Re: [Qemu-devel] [Qemu-ppc] [PATCH v8 4/6] target/ppc: Build rtas error log upon an MCE

2019-05-13 Thread David Gibson
On Mon, May 13, 2019 at 01:30:53PM +0200, Greg Kurz wrote:
> On Mon, 22 Apr 2019 12:33:26 +0530
> Aravinda Prasad  wrote:
> 
> > Upon a machine check exception (MCE) in a guest address space,
> > KVM causes a guest exit to enable QEMU to build and pass the
> > error to the guest in the PAPR defined rtas error log format.
> > 
> > This patch builds the rtas error log, copies it to the rtas_addr
> > and then invokes the guest registered machine check handler. The
> > handler in the guest takes suitable action(s) depending on the type
> > and criticality of the error.
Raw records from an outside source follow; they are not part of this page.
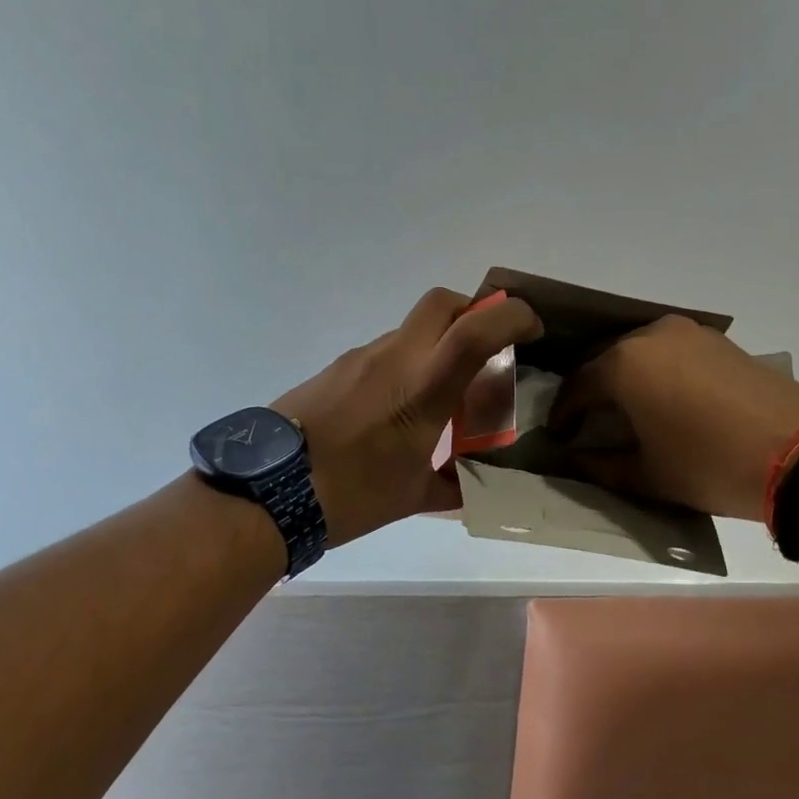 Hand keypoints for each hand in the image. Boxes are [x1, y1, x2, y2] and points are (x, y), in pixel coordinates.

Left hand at [273, 287, 541, 545]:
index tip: (532, 329)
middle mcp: (394, 359)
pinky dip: (404, 366)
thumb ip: (453, 485)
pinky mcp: (335, 367)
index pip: (476, 329)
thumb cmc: (349, 495)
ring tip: (437, 397)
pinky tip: (394, 411)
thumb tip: (472, 486)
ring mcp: (360, 358)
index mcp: (422, 388)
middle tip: (485, 350)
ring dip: (436, 347)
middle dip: (473, 313)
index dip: (513, 316)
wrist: (265, 492)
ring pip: (411, 330)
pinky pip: (384, 353)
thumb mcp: (412, 496)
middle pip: (441, 302)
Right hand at [548, 314, 798, 521]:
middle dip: (590, 389)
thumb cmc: (709, 466)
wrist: (797, 453)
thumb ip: (600, 464)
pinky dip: (655, 369)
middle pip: (604, 359)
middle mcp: (650, 335)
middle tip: (585, 420)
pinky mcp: (716, 339)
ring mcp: (687, 332)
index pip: (577, 385)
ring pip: (638, 350)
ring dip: (623, 376)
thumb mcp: (647, 475)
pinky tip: (662, 396)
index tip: (558, 435)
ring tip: (622, 408)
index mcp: (624, 364)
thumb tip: (574, 457)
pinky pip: (669, 350)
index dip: (563, 412)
For example, if an error is
> > unrecoverable memory corruption in an application inside the
> > guest, then the guest kernel sends a SIGBUS to the application.
> > For recoverable errors, the guest performs recovery actions and
> > logs the error.
> > 
> > Signed-off-by: Aravinda Prasad 
> > ---
> >  hw/ppc/spapr.c |4 +
> >  hw/ppc/spapr_events.c  |  245 
> > 
> >  include/hw/ppc/spapr.h |4 +
> >  3 files changed, 253 insertions(+)
> > 
> > diff --git a/hw/ppc/spapr.c b/hw/ppc/spapr.c
> > index 2779efe..ffd1715 100644
> > --- a/hw/ppc/spapr.c
> > +++ b/hw/ppc/spapr.c
> > @@ -2918,6 +2918,10 @@ static void spapr_machine_init(MachineState *machine)
> >  error_report("Could not get size of LPAR rtas '%s'", filename);
> >  exit(1);
> >  }
> > +
> > +/* Resize blob to accommodate error log. */
> > +spapr->rtas_size = spapr_get_rtas_size(spapr->rtas_size);
> > +
> 
> This is the only user for spapr_get_rtas_size(), which is trivial.
> I suggest you simply open-code it here.

I agree.

> But also, spapr->rtas_size is a guest visible thing, "rtas-size" prop in the
> DT. Since existing machine types don't do that, I guess we should only use
> the new size if cap-fwnmi-mce=on for the sake of compatibility.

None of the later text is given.